Nel volgere di pochi istanti, agghiaccianti urla di terrore lacerarono il buio della notte. Sotto i colpi del barone e dei suoi seguaci caddero il marchese Lorenzo, la madre Maddalena, la sorella Anna e persino il piccolo fratello Simone. Nella precipitosa ritirata che culminò col rapimento di Antonia, persino alcuni ospiti innocenti.

La caccia ai colpevoli portò alla cattura di sette esecutori della strage che furono giustiziati e le cui teste furono appese ai merli del castello.

Il barone, invece, dopo aver contratto nozze sontuose con Antonia, ricercato dappertutto dalle forze del vicerè, scomparve nel nulla.

Si narra che lo stesso riuscì ad imbarcarsi per Malta per poi trasferirsi a Vienna, arruolandosi nell’esercito imperiale e morendo in battaglia contro i turchi, col grado di capitano. Antonia, pare, invece, che si spense pochi anni più tardi in un convento di clausura a Reggio Calabria.

La mano del Diavolo

Inevitabilmente, la terribile vicenda ha consegnato il paese alla leggenda.

Si racconta, infatti, che quando Lorenzo Alberti fu colpito a morte dal barone, poggiò la propria mano sulla parete, lasciando l’impronta delle cinque dita insanguinate, e che questa sia tuttora visibile nella rupe di Pentidattilo quando, nel chiarore dell’aurora, le pareti di roccia si colorano di rosso.

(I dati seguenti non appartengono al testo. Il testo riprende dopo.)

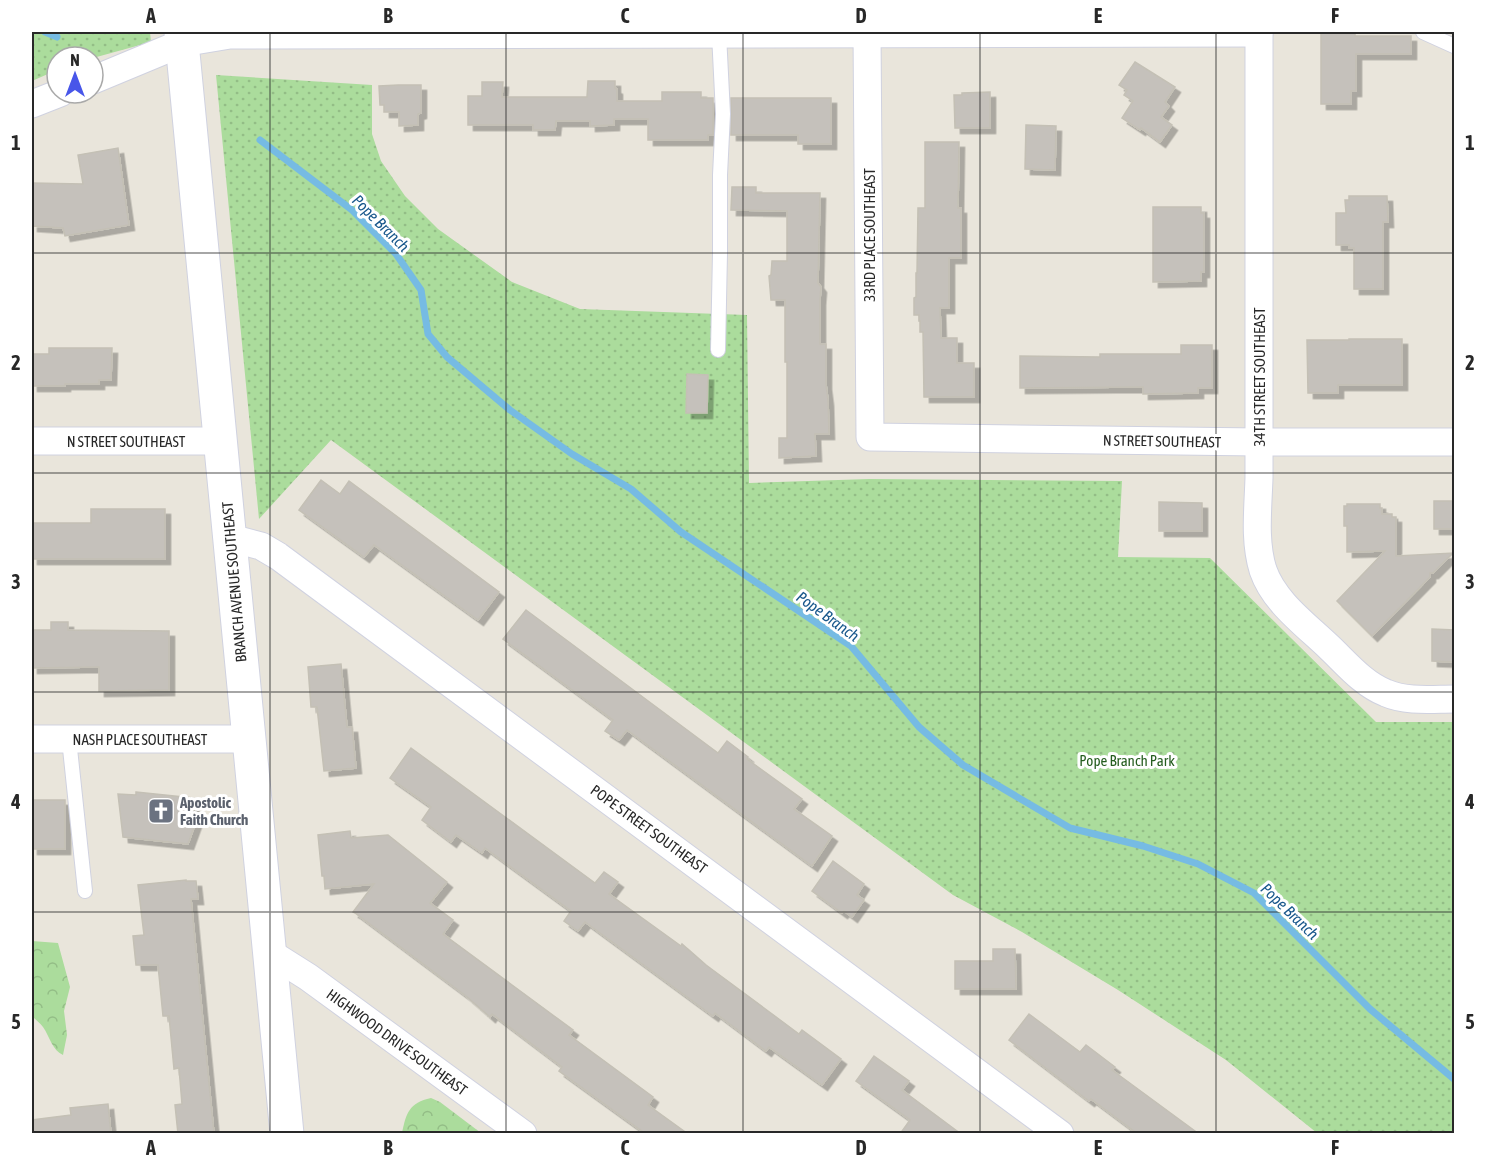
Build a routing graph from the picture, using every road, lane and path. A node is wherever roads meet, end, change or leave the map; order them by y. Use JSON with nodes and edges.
{"nodes":[{"id":1,"x":1259,"y":32,"type":"edge"},
{"id":2,"x":1423,"y":32,"type":"edge"},
{"id":3,"x":867,"y":33,"type":"edge"},
{"id":4,"x":718,"y":34,"type":"junction"},
{"id":5,"x":185,"y":35,"type":"edge"},
{"id":6,"x":1455,"y":46,"type":"edge"},
{"id":7,"x":105,"y":74,"type":"edge"},
{"id":8,"x":718,"y":350,"type":"dead end"},
{"id":9,"x":870,"y":437,"type":"joint"},
{"id":10,"x":32,"y":441,"type":"edge"},
{"id":11,"x":220,"y":441,"type":"junction"},
{"id":12,"x":1259,"y":442,"type":"junction"},
{"id":13,"x":1455,"y":442,"type":"edge"},
{"id":14,"x":231,"y":538,"type":"junction"},
{"id":15,"x":1455,"y":699,"type":"edge"},
{"id":16,"x":32,"y":739,"type":"edge"},
{"id":17,"x":69,"y":739,"type":"junction"},
{"id":18,"x":249,"y":739,"type":"junction"},
{"id":19,"x":85,"y":891,"type":"dead end"},
{"id":20,"x":270,"y":953,"type":"junction"},
{"id":21,"x":287,"y":1134,"type":"edge"},
{"id":22,"x":523,"y":1134,"type":"edge"},
{"id":23,"x":1060,"y":1134,"type":"edge"}],
"edges":[{"from":1,"to":3,"type":"street"},
{"from":1,"to":12,"type":"street","name":"34TH STREET SOUTHEAST"},
{"from":2,"to":6,"type":"lane"},
{"from":3,"to":4,"type":"street"},
{"from":3,"to":9,"type":"street","name":"33RD PLACE SOUTHEAST"},
{"from":4,"to":5,"type":"street"},
{"from":4,"to":8,"type":"lane"},
{"from":5,"to":7,"type":"street"},
{"from":5,"to":11,"type":"main road","name":"BRANCH AVENUE SOUTHEAST"},
{"from":9,"to":12,"type":"street","name":"N STREET SOUTHEAST"},
{"from":10,"to":11,"type":"street","name":"N STREET SOUTHEAST"},
{"from":11,"to":14,"type":"main road","name":"BRANCH AVENUE SOUTHEAST"},
{"from":12,"to":13,"type":"street","name":"N STREET SOUTHEAST"},
{"from":12,"to":15,"type":"street","name":"34TH STREET SOUTHEAST"},
{"from":14,"to":18,"type":"main road","name":"BRANCH AVENUE SOUTHEAST"},
{"from":14,"to":23,"type":"street","name":"POPE STREET SOUTHEAST"},
{"from":16,"to":17,"type":"street","name":"NASH PLACE SOUTHEAST"},
{"from":17,"to":18,"type":"street","name":"NASH PLACE SOUTHEAST"},
{"from":17,"to":19,"type":"lane"},
{"from":18,"to":20,"type":"main road","name":"BRANCH AVENUE SOUTHEAST"},
{"from":20,"to":21,"type":"main road","name":"BRANCH AVENUE SOUTHEAST"},
{"from":20,"to":22,"type":"street","name":"HIGHWOOD DRIVE SOUTHEAST"}]}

Per questo motivo Pentidattilo viene indicata come “la mano del Diavolo” e si dice che nelle sere d’inverno, quando il vento si alza tra le gole della montagna, interrompendo il silenzio della solitudine, si riescono ancora a sentire le urla del marchese.

Un’antica maledizione

C’è un’altra leggenda che avvolte il borgo dall’atmosfera ovattata e fiabesca del borgo.

Si narra che sull’imponente roccia a forma di mano aleggi il mistero di una maledizione destinata ad abbattersi sul paese e a distruggerlo completamente.

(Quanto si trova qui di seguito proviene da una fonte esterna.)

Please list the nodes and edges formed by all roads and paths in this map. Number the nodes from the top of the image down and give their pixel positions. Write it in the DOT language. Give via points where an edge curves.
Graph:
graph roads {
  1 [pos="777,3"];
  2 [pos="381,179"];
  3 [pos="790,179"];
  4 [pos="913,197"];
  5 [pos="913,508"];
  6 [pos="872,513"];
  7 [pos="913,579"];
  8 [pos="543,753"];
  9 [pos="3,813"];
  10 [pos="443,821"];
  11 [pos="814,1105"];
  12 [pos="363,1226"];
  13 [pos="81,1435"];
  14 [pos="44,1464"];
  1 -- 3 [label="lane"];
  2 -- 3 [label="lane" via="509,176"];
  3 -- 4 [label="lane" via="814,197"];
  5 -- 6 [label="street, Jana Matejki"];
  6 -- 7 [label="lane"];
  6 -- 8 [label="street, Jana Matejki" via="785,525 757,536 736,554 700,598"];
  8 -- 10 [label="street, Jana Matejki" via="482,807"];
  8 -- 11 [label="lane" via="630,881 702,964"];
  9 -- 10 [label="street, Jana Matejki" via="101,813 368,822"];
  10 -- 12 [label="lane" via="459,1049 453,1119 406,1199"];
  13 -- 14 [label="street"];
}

La ragione di questa profezia, tramandata nei racconti popolari, fu proprio l’enorme violenza scaturita dalla strage: la rupe a forma di gigantesca mano si sarebbe abbattuta sugli uomini per punirli del sangue versato e per vendicare i morti innocenti di quella triste notte del 1686.

Il tesoro mai ritrovato

Secondo un’altra leggenda a Pentidattilo esisterebbe un immenso tesoro, nascosto dagli Abenavoli, proprio al centro della montagna, di cui, dopo il tragico conflitto tra le due famiglie si persero le tracce.

Un giorno, però, un fantasma svelò a un cavaliere di passaggio che se fosse riuscito a fare cinque giri intorno alle dita della montagna, su un piede solo, questa si sarebbe aperta e da essa sarebbe riemerso il tesoro.

La notizia si diffuse velocemente e in molti azzardarono l’impresa, ma invano.

Un dì un cavaliere giunto appositamente dalla Sicilia riuscì a compiere ben quattro giri attorno alla mano, e la montagna cominciò ad aprirsi, ma al quinto passaggio, quello intorno all’ultimo dito, un intero costone della mano crollò sul cavaliere, uccidendolo.

Anche questi avvenimenti contribuirono a far definire Pentidattilo come un luogo misterioso.

In realtà il borgo, per molti anni abbandonato e considerato il paese fantasma più suggestivo della Calabria è oggi rianimato dalle attività artigianali e dalle botteghe che hanno avviato un cammino di recupero turistico.